In my case, I bought one hardcore, then a second, and have a number of different sizes of everlast nozzles. At first I thought this route was going to be ridiculously expensive, but then I started reading about folks getting into trouble with their printcores, and of course my plan was to print CF, metal and wood filled material, all of which are either abrasive, prone to clogs, or both.
So the first part of this. For abrasive filaments, you can get by with steel on the hardcore, but you will have to change the nozzle as it wears out. The good news is that you can do that and, depending on which hardcore kit you get, you will get some steel with it. If you do choose an everlast nozzle, you may find, as I did, that each of these exotic filaments has a preferred nozzle diameter. So, you will end up swapping nozzles a lot, each time risking a broken heat break, or you can do as I did, set up two hardcores, each one with a nozzle optimised for the filament you need.
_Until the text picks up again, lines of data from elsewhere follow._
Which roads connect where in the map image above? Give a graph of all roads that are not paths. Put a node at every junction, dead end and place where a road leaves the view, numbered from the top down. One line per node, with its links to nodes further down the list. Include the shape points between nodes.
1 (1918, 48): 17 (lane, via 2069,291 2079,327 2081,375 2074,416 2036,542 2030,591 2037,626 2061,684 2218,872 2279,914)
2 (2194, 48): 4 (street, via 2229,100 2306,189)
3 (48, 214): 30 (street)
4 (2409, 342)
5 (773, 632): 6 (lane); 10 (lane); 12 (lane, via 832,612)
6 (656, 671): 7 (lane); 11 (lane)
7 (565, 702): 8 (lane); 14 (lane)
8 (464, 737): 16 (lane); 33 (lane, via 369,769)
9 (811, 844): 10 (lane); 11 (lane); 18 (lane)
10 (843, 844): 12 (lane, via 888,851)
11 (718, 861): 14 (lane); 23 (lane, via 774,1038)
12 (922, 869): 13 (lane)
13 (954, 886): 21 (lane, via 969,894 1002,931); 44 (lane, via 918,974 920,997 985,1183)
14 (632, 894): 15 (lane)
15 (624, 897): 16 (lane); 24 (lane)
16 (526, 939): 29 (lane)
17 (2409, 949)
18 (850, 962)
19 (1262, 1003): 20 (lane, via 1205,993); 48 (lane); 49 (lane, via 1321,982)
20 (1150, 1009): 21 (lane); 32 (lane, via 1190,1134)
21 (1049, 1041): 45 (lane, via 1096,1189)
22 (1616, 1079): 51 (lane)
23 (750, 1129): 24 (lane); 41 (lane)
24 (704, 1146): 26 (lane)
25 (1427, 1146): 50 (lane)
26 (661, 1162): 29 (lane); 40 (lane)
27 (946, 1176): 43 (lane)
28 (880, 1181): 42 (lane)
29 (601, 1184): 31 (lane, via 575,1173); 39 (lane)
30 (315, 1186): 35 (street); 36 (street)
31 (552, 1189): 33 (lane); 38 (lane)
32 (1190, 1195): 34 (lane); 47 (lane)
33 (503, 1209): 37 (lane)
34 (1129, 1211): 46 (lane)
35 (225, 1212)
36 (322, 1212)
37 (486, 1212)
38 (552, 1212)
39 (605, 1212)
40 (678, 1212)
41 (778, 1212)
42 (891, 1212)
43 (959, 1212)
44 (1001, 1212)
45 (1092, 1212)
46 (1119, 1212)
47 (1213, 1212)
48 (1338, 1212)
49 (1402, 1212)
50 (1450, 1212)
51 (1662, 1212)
The second part, some of the exotic filaments are not fully supported by Ultimaker. So they might have issues, like clogging. Even if you are fine using brass, if the material clogs, depending on how bad it is, removing the nozzle might be the only way to save the core. Again, possible with the hardcore, not so easy for mere mortals with the standard Ultimaker cores.
I'm not sure any of the above helps. I don't know where in the world you are, but I deal with George at the gr5 store and have been very happy with the support and the ability to tune products for what I need.
Cheers
John
Thanks for the info John. What different materials are you using on each print core and what size diameter do you use for each? I have some of the CF filament that I would like to start using.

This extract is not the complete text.